Exercise instructions = The answer is every line of the records that holds the word "Turn", copied in full.

Records drawn from a dataset =
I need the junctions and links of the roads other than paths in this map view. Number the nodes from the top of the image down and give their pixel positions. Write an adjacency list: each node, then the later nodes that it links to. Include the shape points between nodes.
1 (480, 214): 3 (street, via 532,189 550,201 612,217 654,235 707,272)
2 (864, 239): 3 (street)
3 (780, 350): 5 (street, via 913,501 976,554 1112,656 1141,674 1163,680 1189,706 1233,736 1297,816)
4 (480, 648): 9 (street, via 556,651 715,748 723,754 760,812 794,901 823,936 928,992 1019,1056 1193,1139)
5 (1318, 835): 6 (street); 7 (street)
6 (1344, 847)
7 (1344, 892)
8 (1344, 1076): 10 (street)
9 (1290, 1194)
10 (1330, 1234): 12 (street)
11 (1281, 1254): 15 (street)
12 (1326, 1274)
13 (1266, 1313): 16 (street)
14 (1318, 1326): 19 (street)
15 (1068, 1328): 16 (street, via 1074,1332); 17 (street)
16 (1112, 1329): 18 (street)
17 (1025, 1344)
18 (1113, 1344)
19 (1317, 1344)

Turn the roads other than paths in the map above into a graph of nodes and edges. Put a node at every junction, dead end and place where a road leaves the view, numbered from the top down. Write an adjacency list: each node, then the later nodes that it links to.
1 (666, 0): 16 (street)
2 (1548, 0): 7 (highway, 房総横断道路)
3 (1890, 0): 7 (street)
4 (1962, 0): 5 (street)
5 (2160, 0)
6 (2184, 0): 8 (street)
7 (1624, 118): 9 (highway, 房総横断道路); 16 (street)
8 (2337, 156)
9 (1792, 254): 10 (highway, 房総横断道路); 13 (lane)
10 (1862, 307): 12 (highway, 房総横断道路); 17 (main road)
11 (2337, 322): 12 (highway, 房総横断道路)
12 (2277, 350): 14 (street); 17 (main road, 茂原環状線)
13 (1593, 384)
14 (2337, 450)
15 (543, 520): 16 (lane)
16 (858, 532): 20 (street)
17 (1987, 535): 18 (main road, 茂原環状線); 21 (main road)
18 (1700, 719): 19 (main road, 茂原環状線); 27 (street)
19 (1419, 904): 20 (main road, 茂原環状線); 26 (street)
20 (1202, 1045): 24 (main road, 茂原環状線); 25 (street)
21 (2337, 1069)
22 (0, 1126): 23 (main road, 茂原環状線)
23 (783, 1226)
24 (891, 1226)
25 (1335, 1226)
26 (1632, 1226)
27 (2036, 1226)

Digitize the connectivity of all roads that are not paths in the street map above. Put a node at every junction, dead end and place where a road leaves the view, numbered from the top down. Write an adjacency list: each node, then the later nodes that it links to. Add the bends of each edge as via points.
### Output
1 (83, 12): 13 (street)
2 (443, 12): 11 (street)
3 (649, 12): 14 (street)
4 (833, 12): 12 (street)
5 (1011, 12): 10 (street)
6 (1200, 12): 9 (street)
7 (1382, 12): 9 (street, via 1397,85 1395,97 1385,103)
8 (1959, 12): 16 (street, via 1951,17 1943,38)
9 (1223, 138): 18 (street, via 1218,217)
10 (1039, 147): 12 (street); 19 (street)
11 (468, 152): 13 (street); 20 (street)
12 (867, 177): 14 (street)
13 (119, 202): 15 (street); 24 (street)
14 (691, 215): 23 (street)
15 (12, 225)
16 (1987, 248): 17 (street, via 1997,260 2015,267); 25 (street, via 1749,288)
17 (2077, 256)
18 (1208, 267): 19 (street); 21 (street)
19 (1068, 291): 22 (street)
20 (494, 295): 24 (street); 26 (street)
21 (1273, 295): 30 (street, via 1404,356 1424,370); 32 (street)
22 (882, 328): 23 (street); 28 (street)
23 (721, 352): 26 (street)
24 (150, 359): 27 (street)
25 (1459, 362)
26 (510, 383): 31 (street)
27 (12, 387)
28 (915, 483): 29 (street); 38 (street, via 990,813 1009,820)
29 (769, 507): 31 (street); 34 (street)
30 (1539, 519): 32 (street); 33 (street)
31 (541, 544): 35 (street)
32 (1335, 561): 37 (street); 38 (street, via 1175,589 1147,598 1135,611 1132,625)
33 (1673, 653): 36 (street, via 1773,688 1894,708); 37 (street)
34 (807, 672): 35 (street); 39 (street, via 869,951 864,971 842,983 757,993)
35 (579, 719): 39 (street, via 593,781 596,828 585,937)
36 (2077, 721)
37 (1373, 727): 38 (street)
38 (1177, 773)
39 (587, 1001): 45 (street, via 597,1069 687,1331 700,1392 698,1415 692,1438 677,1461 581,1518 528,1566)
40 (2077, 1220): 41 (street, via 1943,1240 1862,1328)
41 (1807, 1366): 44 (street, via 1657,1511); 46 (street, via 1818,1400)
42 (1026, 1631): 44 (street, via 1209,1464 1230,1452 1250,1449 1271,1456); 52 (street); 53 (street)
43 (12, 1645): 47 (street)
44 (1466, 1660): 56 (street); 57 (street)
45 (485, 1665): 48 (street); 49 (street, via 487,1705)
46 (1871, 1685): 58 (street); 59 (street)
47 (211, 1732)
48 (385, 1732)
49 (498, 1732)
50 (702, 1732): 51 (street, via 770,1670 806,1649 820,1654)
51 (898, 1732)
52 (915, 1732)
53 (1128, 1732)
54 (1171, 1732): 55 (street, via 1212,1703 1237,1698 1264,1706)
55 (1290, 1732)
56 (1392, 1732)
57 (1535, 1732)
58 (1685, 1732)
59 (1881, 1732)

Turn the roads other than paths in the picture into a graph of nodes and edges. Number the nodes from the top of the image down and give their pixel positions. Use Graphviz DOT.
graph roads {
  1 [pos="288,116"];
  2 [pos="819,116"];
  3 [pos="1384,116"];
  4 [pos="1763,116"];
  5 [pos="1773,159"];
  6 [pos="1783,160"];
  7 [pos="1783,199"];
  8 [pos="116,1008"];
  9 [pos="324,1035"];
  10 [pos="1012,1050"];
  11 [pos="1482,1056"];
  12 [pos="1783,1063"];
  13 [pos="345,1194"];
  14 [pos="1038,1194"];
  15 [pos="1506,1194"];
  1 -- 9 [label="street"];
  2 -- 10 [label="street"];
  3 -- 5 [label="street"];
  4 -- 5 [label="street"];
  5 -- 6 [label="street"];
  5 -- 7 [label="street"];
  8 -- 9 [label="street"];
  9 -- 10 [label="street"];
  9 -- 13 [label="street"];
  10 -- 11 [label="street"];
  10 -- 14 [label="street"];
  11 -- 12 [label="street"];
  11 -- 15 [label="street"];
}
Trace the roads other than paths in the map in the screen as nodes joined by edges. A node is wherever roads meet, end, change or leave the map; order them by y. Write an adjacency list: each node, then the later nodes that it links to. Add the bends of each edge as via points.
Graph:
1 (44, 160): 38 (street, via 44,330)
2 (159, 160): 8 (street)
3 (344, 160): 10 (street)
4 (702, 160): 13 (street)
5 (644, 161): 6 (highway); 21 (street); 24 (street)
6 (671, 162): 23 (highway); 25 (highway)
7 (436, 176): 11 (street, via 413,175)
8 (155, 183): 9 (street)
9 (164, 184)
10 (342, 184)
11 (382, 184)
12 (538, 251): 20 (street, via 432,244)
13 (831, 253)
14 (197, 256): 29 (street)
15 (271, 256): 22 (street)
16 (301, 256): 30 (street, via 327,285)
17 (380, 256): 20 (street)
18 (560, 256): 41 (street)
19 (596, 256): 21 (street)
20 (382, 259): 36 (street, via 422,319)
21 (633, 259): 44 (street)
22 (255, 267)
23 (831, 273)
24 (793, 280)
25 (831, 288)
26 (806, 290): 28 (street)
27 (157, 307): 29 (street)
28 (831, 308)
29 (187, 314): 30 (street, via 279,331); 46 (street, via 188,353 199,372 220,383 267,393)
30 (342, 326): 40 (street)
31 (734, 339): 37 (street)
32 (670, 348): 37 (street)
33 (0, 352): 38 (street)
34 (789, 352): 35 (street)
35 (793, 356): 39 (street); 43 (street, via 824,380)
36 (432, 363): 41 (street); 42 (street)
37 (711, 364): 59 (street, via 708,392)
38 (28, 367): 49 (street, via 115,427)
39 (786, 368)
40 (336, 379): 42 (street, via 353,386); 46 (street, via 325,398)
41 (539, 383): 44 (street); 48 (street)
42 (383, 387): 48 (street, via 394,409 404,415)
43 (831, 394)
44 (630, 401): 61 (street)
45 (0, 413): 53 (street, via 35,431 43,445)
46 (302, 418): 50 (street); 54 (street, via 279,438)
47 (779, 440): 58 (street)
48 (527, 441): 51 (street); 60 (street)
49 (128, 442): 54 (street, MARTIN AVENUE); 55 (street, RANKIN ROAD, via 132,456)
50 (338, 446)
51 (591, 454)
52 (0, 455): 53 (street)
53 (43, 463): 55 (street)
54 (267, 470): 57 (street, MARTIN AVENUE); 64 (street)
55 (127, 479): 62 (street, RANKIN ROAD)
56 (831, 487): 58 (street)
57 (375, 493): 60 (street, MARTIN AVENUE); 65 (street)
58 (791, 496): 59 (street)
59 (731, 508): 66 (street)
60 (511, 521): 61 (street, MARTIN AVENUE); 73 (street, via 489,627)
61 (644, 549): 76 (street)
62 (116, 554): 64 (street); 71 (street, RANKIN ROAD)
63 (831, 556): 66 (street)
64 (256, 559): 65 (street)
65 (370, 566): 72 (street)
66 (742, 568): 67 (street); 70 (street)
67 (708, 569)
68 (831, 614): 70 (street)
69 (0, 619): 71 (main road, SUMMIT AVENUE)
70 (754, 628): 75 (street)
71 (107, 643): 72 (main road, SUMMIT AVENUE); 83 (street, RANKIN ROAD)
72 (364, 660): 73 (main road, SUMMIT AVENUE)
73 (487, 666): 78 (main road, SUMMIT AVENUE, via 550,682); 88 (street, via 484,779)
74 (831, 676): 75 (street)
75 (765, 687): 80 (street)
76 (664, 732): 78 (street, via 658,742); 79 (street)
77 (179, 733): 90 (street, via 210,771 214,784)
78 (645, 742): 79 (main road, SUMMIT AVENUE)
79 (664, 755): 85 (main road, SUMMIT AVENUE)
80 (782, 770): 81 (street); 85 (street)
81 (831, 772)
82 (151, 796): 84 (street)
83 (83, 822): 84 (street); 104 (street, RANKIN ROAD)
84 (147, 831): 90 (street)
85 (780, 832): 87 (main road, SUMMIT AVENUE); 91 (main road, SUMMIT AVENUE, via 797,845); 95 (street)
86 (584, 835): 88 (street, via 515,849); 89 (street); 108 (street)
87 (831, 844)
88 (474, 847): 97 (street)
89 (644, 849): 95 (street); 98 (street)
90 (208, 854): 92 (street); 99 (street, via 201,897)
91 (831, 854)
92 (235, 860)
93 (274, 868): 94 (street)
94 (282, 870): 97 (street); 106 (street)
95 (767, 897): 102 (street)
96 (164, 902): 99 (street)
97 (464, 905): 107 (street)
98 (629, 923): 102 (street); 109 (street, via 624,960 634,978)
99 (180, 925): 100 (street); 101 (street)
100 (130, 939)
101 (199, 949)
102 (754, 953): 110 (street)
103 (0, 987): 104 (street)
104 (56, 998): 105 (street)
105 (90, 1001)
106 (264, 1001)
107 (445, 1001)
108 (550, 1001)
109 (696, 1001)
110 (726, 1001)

Your response =
Turn the roads other than paths in the map above into a graph of nodes and edges. Put a node at every junction, dead end and place where a road leaves the view, numbered from the top down. Write an adjacency list: each node, then the later nodes that it links to.
Turn the roads other than paths in the picture into a graph of nodes and edges. Number the nodes from the top of the image down and give their pixel positions. Use Graphviz DOT.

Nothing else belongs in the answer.